This section is from the "Henley's Twentieth Century Formulas Recipes Processes" encyclopedia, by Norman W. Henley and others.
French articles of brass, both cast and made of sheet brass, mostly exhibit a golden color, which is produced by a copper coating. This color is prepared as follows: Dissolve 50 parts, by weight, of caustic soda and 40 parts of milk sugar in 1,000 parts of water and boil a quarter of an hour. The solution finally acquires a dark-yellow color. Now add to the mixture, which is removed from the fire, 40 parts of concentrated cold blue vitriol solution. A red precipitate is obtained from the vitriol, which falls to the bottom at 167° F. Next a wooden sieve, fitted to the vessel, is put into the liquid with the polished brass articles.
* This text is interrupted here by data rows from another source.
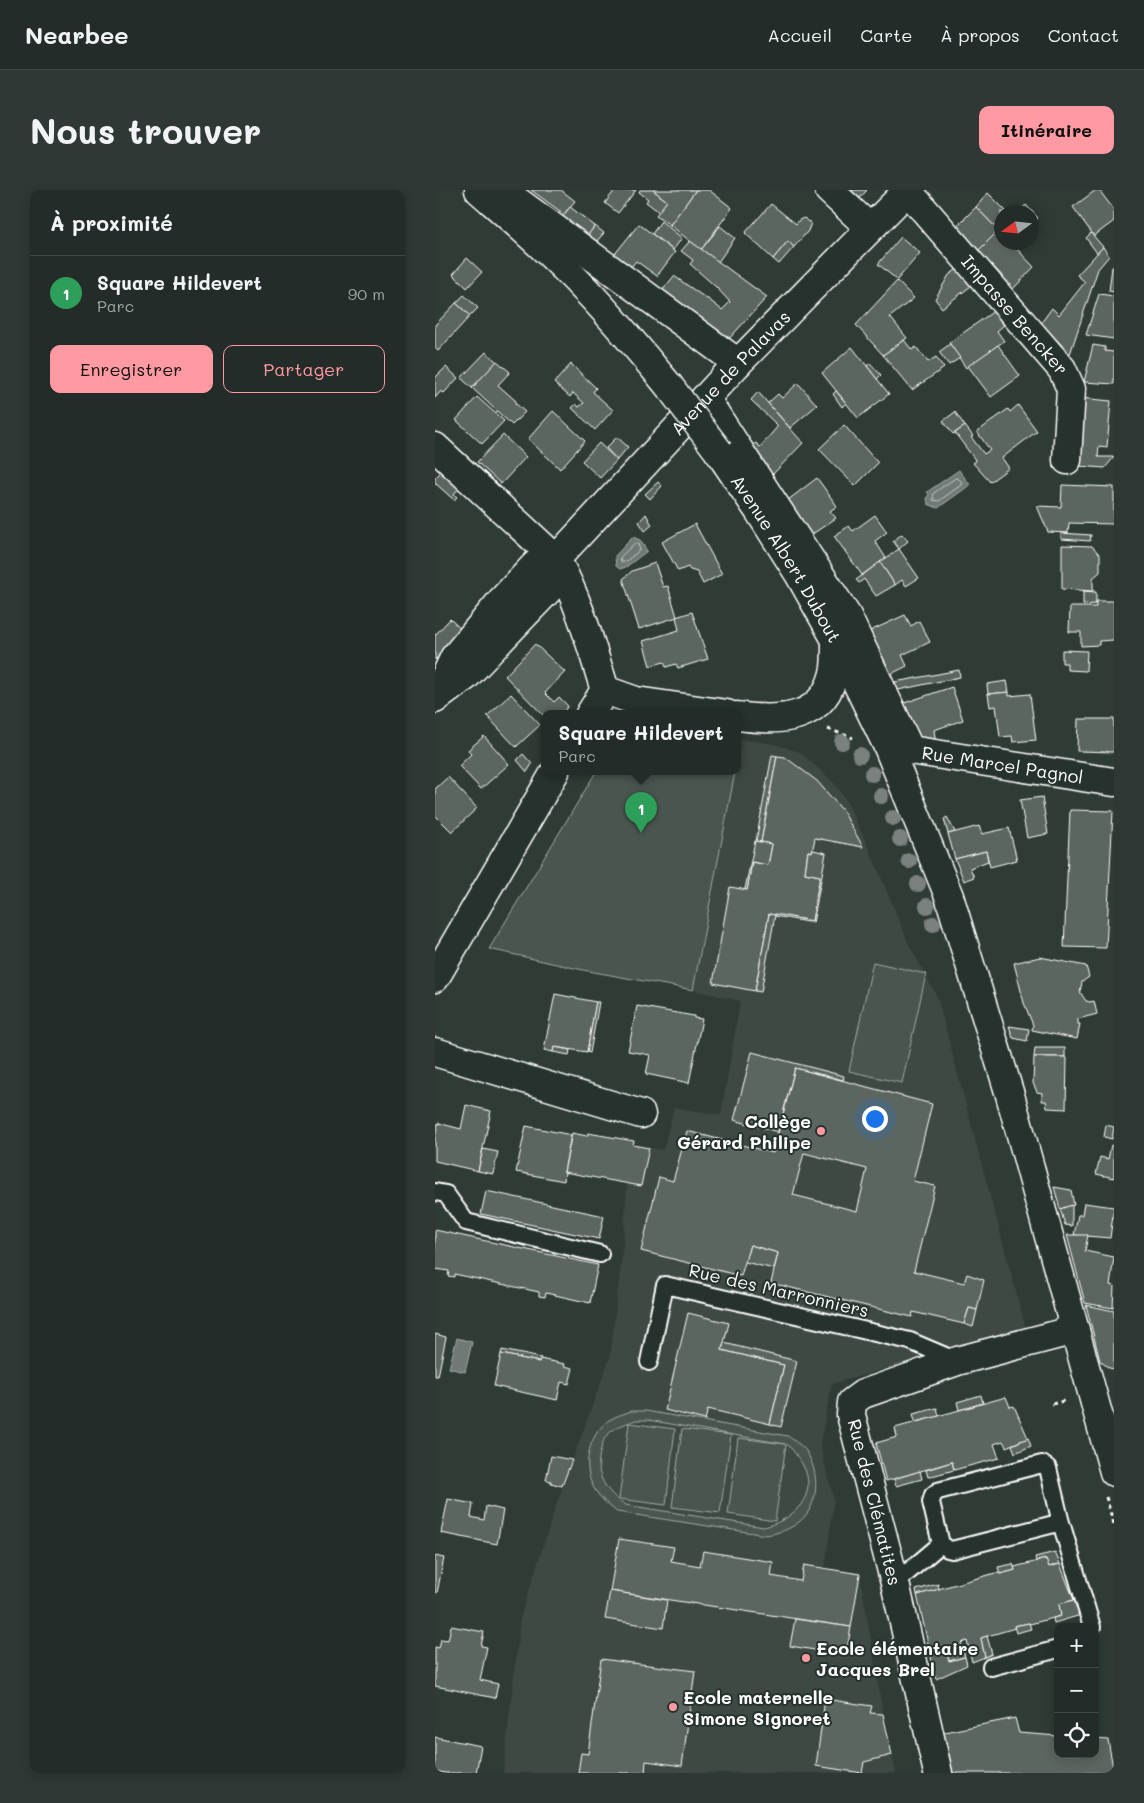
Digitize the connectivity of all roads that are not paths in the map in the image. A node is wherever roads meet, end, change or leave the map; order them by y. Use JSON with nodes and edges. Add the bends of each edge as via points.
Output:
{"nodes":[{"id":1,"x":479,"y":190,"type":"edge"},
{"id":2,"x":502,"y":190,"type":"edge"},
{"id":3,"x":829,"y":190,"type":"edge"},
{"id":4,"x":907,"y":190,"type":"edge"},
{"id":5,"x":870,"y":228,"type":"junction"},
{"id":6,"x":739,"y":363,"type":"junction"},
{"id":7,"x":705,"y":398,"type":"junction"},
{"id":8,"x":435,"y":447,"type":"edge"},
{"id":9,"x":1067,"y":460,"type":"dead end"},
{"id":10,"x":556,"y":559,"type":"junction"},
{"id":11,"x":836,"y":640,"type":"junction"},
{"id":12,"x":605,"y":690,"type":"junction"},
{"id":13,"x":435,"y":699,"type":"edge"},
{"id":14,"x":592,"y":710,"type":"edge"},
{"id":15,"x":699,"y":710,"type":"edge"},
{"id":16,"x":741,"y":716,"type":"edge"},
{"id":17,"x":553,"y":775,"type":"edge"},
{"id":18,"x":1114,"y":782,"type":"edge"},
{"id":19,"x":435,"y":978,"type":"edge"},
{"id":20,"x":435,"y":1052,"type":"edge"},
{"id":21,"x":641,"y":1114,"type":"dead end"},
{"id":22,"x":435,"y":1192,"type":"edge"},
{"id":23,"x":600,"y":1254,"type":"dead end"},
{"id":24,"x":1075,"y":1330,"type":"junction"},
{"id":25,"x":957,"y":1361,"type":"junction"},
{"id":26,"x":649,"y":1362,"type":"dead end"},
{"id":27,"x":1114,"y":1472,"type":"edge"},
{"id":28,"x":1060,"y":1518,"type":"junction"},
{"id":29,"x":941,"y":1544,"type":"junction"},
{"id":30,"x":895,"y":1583,"type":"junction"},
{"id":31,"x":1091,"y":1623,"type":"edge"},
{"id":32,"x":1054,"y":1650,"type":"edge"},
{"id":33,"x":991,"y":1667,"type":"dead end"},
{"id":34,"x":938,"y":1773,"type":"edge"}],
"edges":[{"from":1,"to":11,"type":"street","name":"Avenue Albert Dubout","bridge":true,"via":[[579,282],[669,386],[759,510]]},
{"from":2,"to":6,"type":"street"},
{"from":3,"to":5,"type":"street"},
{"from":4,"to":5,"type":"street","name":"Avenue de Palavas"},
{"from":4,"to":9,"type":"street","name":"Impasse Bencker","via":[[1063,369],[1071,389]]},
{"from":5,"to":6,"type":"street","name":"Avenue de Palavas"},
{"from":6,"to":7,"type":"street","name":"Avenue de Palavas"},
{"from":7,"to":10,"type":"street","name":"Avenue de Palavas"},
{"from":7,"to":18,"type":"street","name":"Rue Marcel Pagnol","via":[[847,616],[910,750]]},
{"from":8,"to":10,"type":"street"},
{"from":10,"to":12,"type":"street","via":[[576,602]]},
{"from":10,"to":13,"type":"street","name":"Avenue de Palavas","via":[[535,565],[503,599],[454,658]]},
{"from":11,"to":16,"type":"street","name":"Avenue Albert Dubout","via":[[831,683],[815,704],[791,717]]},
{"from":11,"to":24,"type":"street","via":[[888,747],[949,896],[1005,1077]]},
{"from":12,"to":14,"type":"street"},
{"from":12,"to":15,"type":"street","via":[[636,701]]},
{"from":17,"to":19,"type":"street"},
{"from":20,"to":21,"type":"street"},
{"from":22,"to":23,"type":"lane","via":[[446,1194],[466,1222]]},
{"from":24,"to":25,"type":"street","name":"Rue des Clématites"},
{"from":24,"to":27,"type":"street"},
{"from":25,"to":26,"type":"lane","name":"Rue des Marronniers","via":[[910,1341],[665,1285]]},
{"from":25,"to":30,"type":"street","name":"Rue des Clématites","via":[[863,1394],[852,1402],[851,1415]]},
{"from":28,"to":29,"type":"lane","via":[[1054,1524],[953,1550]]},
{"from":28,"to":29,"type":"lane","via":[[1048,1468],[1042,1464],[938,1491],[931,1502]]},
{"from":28,"to":31,"type":"lane"},
{"from":29,"to":30,"type":"lane"},
{"from":30,"to":34,"type":"street","name":"Rue des Clématites"},
{"from":32,"to":33,"type":"lane"}]}
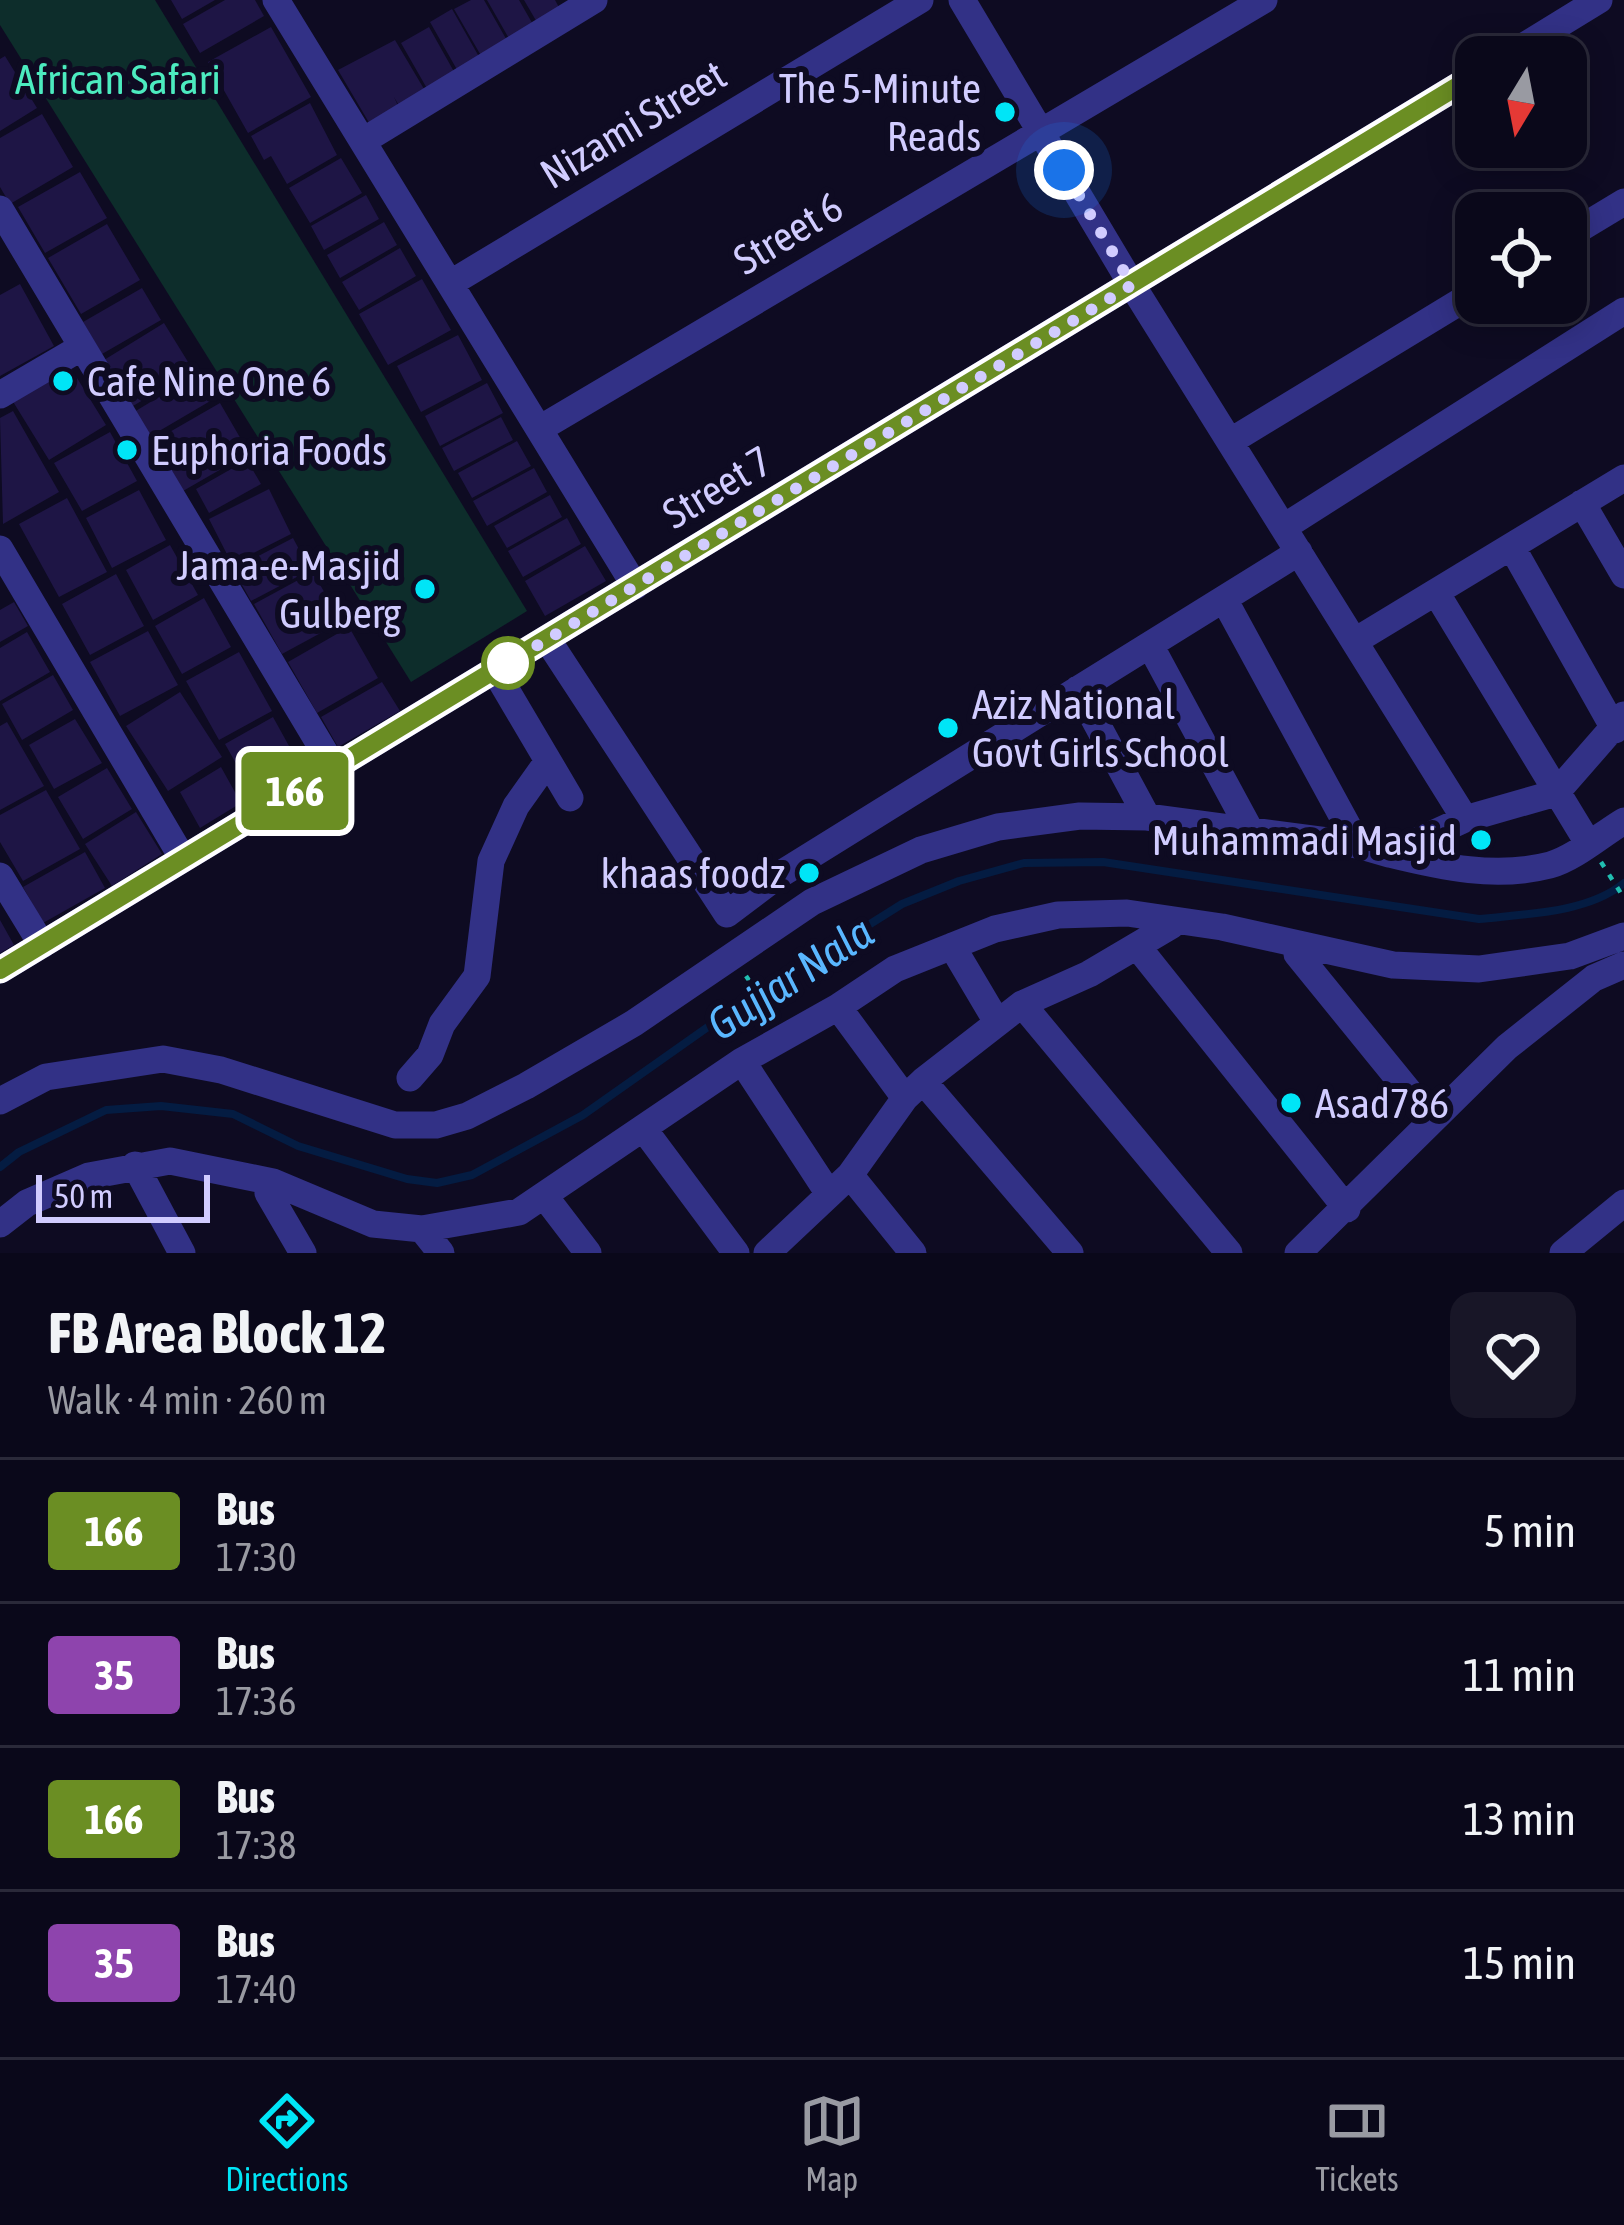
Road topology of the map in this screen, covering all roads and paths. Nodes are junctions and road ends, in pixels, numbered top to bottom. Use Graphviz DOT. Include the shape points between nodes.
graph roads {
  1 [pos="276,0"];
  2 [pos="594,0"];
  3 [pos="920,0"];
  4 [pos="962,0"];
  5 [pos="1264,0"];
  6 [pos="1599,0"];
  7 [pos="1540,36"];
  8 [pos="1455,88"];
  9 [pos="1042,132"];
  10 [pos="363,141"];
  11 [pos="1624,202"];
  12 [pos="0,209"];
  13 [pos="1587,224"];
  14 [pos="451,283"];
  15 [pos="1132,285"];
  16 [pos="1455,305"];
  17 [pos="1624,311"];
  18 [pos="82,346"];
  19 [pos="0,395"];
  20 [pos="542,428"];
  21 [pos="1231,441"];
  22 [pos="1624,478"];
  23 [pos="1582,503"];
  24 [pos="1284,527"];
  25 [pos="0,549"];
  26 [pos="1513,549"];
  27 [pos="1299,552"];
  28 [pos="1624,575"];
  29 [pos="635,586"];
  30 [pos="1436,594"];
  31 [pos="1225,601"];
  32 [pos="548,639"];
  33 [pos="1355,641"];
  34 [pos="1150,645"];
  35 [pos="495,671"];
  36 [pos="1078,689"];
  37 [pos="1619,722"];
  38 [pos="548,761"];
  39 [pos="334,768"];
  40 [pos="1556,793"];
  41 [pos="569,797"];
  42 [pos="1147,817"];
  43 [pos="1465,819"];
  44 [pos="1624,820"];
  45 [pos="1251,832"];
  46 [pos="1358,845"];
  47 [pos="1591,847"];
  48 [pos="1389,854"];
  49 [pos="183,859"];
  50 [pos="0,876"];
  51 [pos="1624,898"];
  52 [pos="1172,920"];
  53 [pos="1624,936"];
  54 [pos="42,945"];
  55 [pos="1300,945"];
  56 [pos="952,946"];
  57 [pos="1137,946"];
  58 [pos="737,964"];
  59 [pos="1624,965"];
  60 [pos="0,970"];
  61 [pos="1022,1004"];
  62 [pos="838,1007"];
  63 [pos="769,1010"];
  64 [pos="997,1022"];
  65 [pos="742,1061"];
  66 [pos="410,1078"];
  67 [pos="914,1089"];
  68 [pos="0,1101"];
  69 [pos="1432,1120"];
  70 [pos="643,1128"];
  71 [pos="135,1166"];
  72 [pos="850,1174"];
  73 [pos="273,1182"];
  74 [pos="829,1194"];
  75 [pos="546,1198"];
  76 [pos="1624,1203"];
  77 [pos="1347,1208"];
  78 [pos="0,1224"];
  79 [pos="422,1228"];
  80 [pos="182,1253"];
  81 [pos="303,1253"];
  82 [pos="441,1253"];
  83 [pos="588,1253"];
  84 [pos="736,1253"];
  85 [pos="767,1253"];
  86 [pos="913,1253"];
  87 [pos="1070,1253"];
  88 [pos="1229,1253"];
  89 [pos="1298,1253"];
  90 [pos="1562,1253"];
  1 -- 10 [label="street"];
  2 -- 10 [label="street"];
  3 -- 14 [label="street, Nizami Street"];
  4 -- 9 [label="street"];
  5 -- 9 [label="street, Street 6"];
  6 -- 7 [label="street"];
  8 -- 15 [label="street, Street 7"];
  9 -- 15 [label="street"];
  9 -- 20 [label="street, Street 6"];
  10 -- 14 [label="street"];
  11 -- 13 [label="street"];
  12 -- 18 [label="street"];
  14 -- 20 [label="street"];
  15 -- 21 [label="street"];
  15 -- 29 [label="street, Street 7"];
  16 -- 21 [label="street"];
  17 -- 24 [label="street"];
  18 -- 19 [label="street"];
  18 -- 39 [label="street"];
  20 -- 29 [label="street"];
  21 -- 24 [label="street"];
  22 -- 23 [label="street"];
  23 -- 26 [label="street"];
  23 -- 28 [label="street"];
  24 -- 27 [label="street"];
  25 -- 49 [label="street"];
  26 -- 30 [label="street"];
  26 -- 37 [label="street"];
  27 -- 31 [label="street"];
  27 -- 33 [label="street"];
  29 -- 32 [label="street, Street 7"];
  30 -- 33 [label="street"];
  30 -- 40 [label="street"];
  31 -- 34 [label="street"];
  31 -- 46 [label="street"];
  32 -- 35 [label="street, Street 7"];
  32 -- 36 [label="street" via="728,914"];
  33 -- 43 [label="street"];
  34 -- 36 [label="street"];
  34 -- 45 [label="street"];
  35 -- 38 [label="street"];
  35 -- 39 [label="street, Street 7"];
  36 -- 42 [label="street"];
  37 -- 40 [label="street"];
  38 -- 41 [label="street"];
  38 -- 66 [label="street" via="491,861 477,976"];
  39 -- 49 [label="street, Street 7"];
  40 -- 43 [label="street"];
  40 -- 47 [label="street"];
  42 -- 45 [label="street"];
  42 -- 68 [label="street" via="998,827 920,850 812,902 526,1087 436,1125 395,1125 163,1059 46,1077"];
  43 -- 48 [label="street"];
  44 -- 47 [label="street"];
  45 -- 46 [label="street"];
  46 -- 48 [label="street"];
  47 -- 48 [label="street" via="1554,864 1496,873"];
  47 -- 51 [label="path"];
  49 -- 54 [label="street, Street 7"];
  50 -- 54 [label="street"];
  52 -- 55 [label="street"];
  52 -- 56 [label="street" via="1058,915"];
  52 -- 57 [label="street"];
  53 -- 55 [label="street" via="1570,956 1479,969 1393,965"];
  54 -- 60 [label="street, Street 7"];
  55 -- 69 [label="street" via="1297,954"];
  56 -- 62 [label="street" via="895,969"];
  56 -- 64 [label="street"];
  57 -- 61 [label="street"];
  57 -- 77 [label="street"];
  58 -- 63 [label="path"];
  59 -- 69 [label="street" via="1594,978 1507,1047"];
  61 -- 64 [label="street"];
  61 -- 88 [label="street"];
  62 -- 65 [label="street"];
  62 -- 67 [label="street"];
  64 -- 67 [label="street"];
  65 -- 70 [label="street"];
  65 -- 74 [label="street"];
  67 -- 72 [label="street"];
  67 -- 87 [label="street"];
  69 -- 77 [label="street"];
  70 -- 75 [label="street"];
  70 -- 84 [label="street"];
  71 -- 73 [label="street" via="170,1161"];
  71 -- 78 [label="street" via="68,1185"];
  71 -- 80 [label="street"];
  72 -- 74 [label="street"];
  72 -- 86 [label="street"];
  73 -- 79 [label="street" via="373,1224"];
  73 -- 81 [label="street" via="268,1193"];
  74 -- 85 [label="street"];
  75 -- 79 [label="street" via="519,1212"];
  75 -- 83 [label="street"];
  76 -- 90 [label="street"];
  77 -- 89 [label="street"];
  79 -- 82 [label="street"];
}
Toward the end of the second minute the golden color is usually dark enough. The sieve with the articles is taken out and the latter are washed and dried in sawdust. If they remain in the copper solution they soon assume a green color, which in a short time passes into yellow and bluish green, and finally into the iridescent colors. These shades must be produced slowly at a temperature of 133° to 135° F.
Take verdigris, 120 parts, by weight; sal ammoniac, 120 parts; nitrate of potassium, 45 parts; sulphate of zinc, 16 parts. Grind the whole and mix with strong vinegar. Place on the fire and boil in it the articles to be colored.